Protein preicipitated after Dialysis - (Nov/18/2008 )
Hello Everyone!
I am trying to purify my protein of different sizes with almost equal pI ranging from 5.98 to 6.11. After doing Co column purification, the OD comes out to be fairly good but when I do the dialysis to take out the salts from my protein, my protein get precipitated out. I use 25mM Tris ph 7.8 to dialyse the protein. I am keeping the dialysis bag at 4deg but still it gets precipitated. I am not able to figure out what should I do next. AFter dialysis, I do the HTQ column but the protein quality decreases.. I mean that I am not getting good protein out of it.
Kindly help me.
Thanks
Khushi
Screen for different buffers at different concentrations and different pH. Proteins sometimes are more happy in one buffer than in another (even at the same pH). You can also try to increase the concentration of other salts (NaCl) in your dialysis buffer.
I am trying to purify my protein of different sizes with almost equal pI ranging from 5.98 to 6.11. After doing Co column purification, the OD comes out to be fairly good but when I do the dialysis to take out the salts from my protein, my protein get precipitated out. I use 25mM Tris ph 7.8 to dialyse the protein. I am keeping the dialysis bag at 4deg but still it gets precipitated. I am not able to figure out what should I do next. AFter dialysis, I do the HTQ column but the protein quality decreases.. I mean that I am not getting good protein out of it.
Kindly help me.
Thanks
Khushi
How did you calculate the pI? If it was the theoretical value, you might find that your protein is precipitating because it is close to its actual pI. Try a pH of 6.5-7, or something below your calculated pI, like 4.5 and see if the protein still precipitates.
I'd also add some NaCl as suggested.
What buffer is the protein in before dialysis (elution buffer)?
The protein I work with precipitates in Tris, Sodium acetate, phosphate buffers and anything with salt. But MOPs and MES work fine!

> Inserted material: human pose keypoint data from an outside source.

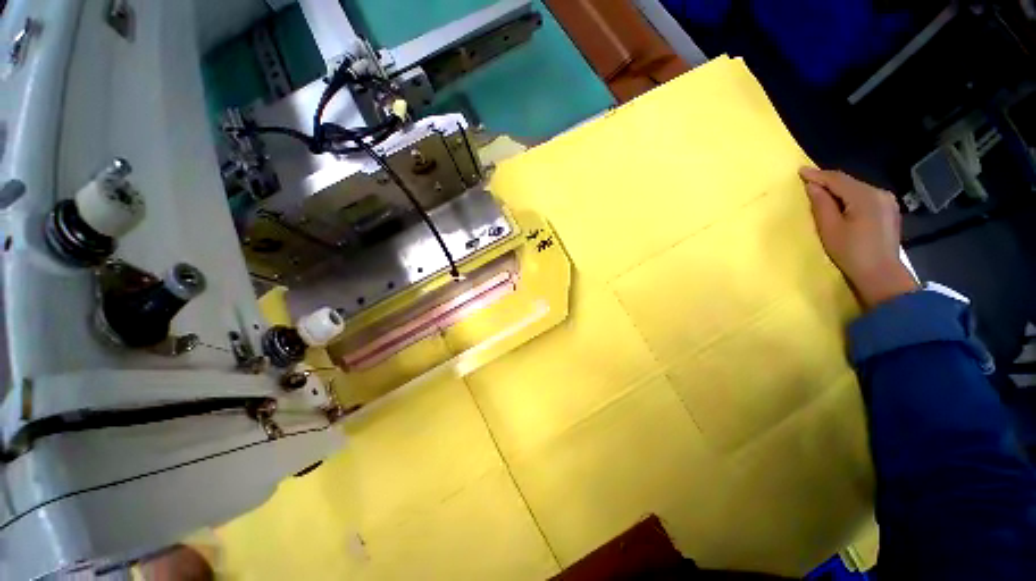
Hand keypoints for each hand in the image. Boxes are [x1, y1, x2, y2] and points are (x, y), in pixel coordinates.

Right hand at [800, 167, 917, 308]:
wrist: (881, 274)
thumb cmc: (851, 252)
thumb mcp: (830, 228)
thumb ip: (822, 204)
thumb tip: (813, 186)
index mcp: (865, 196)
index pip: (837, 179)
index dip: (817, 175)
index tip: (799, 171)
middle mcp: (879, 193)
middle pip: (849, 182)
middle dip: (828, 181)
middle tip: (807, 181)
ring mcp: (887, 202)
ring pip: (856, 189)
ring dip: (838, 189)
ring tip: (820, 191)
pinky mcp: (888, 211)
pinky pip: (864, 197)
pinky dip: (849, 196)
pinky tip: (840, 202)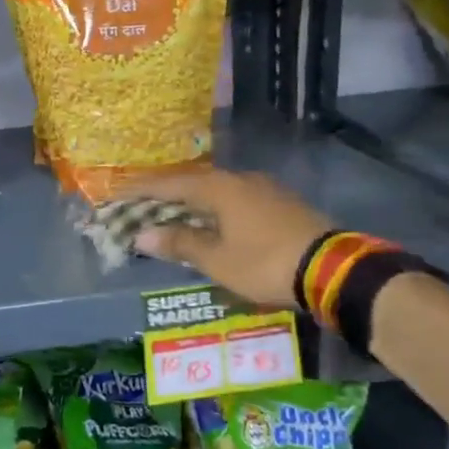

I am trying to purify my protein of different sizes with almost equal pI ranging from 5.98 to 6.11. After doing Co column purification, the OD comes out to be fairly good but when I do the dialysis to take out the salts from my protein, my protein get precipitated out. I use 25mM Tris ph 7.8 to dialyse the protein. I am keeping the dialysis bag at 4deg but still it gets precipitated. I am not able to figure out what should I do next. AFter dialysis, I do the HTQ column but the protein quality decreases.. I mean that I am not getting good protein out of it.
Kindly help me.
Thanks
Khushi
most cytosolic proteins need a certain osmolarity for solubility and function; keep more osmolarity to avoid precipitation
I have had this same problem with several proteins. Firstly, if your protein is too much concentrated it is easier to agregate, try to dilute the sample, you can always concentrate it afterwards by using a IEX resine for instance which have quite big capacity. Sometimes adding several additives helps to avoid agreggation: NaCl 150 mM, trehalose 15%, emulfogen 0.1% or triton 0.1%. The pH you want to reach is very important, sometimes you can have agregation because it is nearly the pI of the protein and sometimes because the proteins does not like this pH, who knows why......, Do you really need to use this specific pH?, may be to bind subsequently to another resine?, if not you can find out a different pH more suitable to your protein. I donĀ“t know if you need that you protein was completelly functional, if not, you can use some caothropic agents such us urea 4-6 M or so. I know that sometimes aminoacids such us arginine are useful to avoid agregation.
Sorry!, what is HTQ column?. If I am correct, in a Co column you are using at least pH 8, am I right?, and the protein was ok in this pH?. I do not understand the hole procedure, could you explain it in more detail regarding resin, buffer and pH in your purification procedure?. You just want the dyalisis to get ride of the salt or to change also the pH?, because maybe in the elution from the Co affinity column you could elute without salt at a conductivity in which you can bind directly your protein on the next resine by-passing the dyalisis step.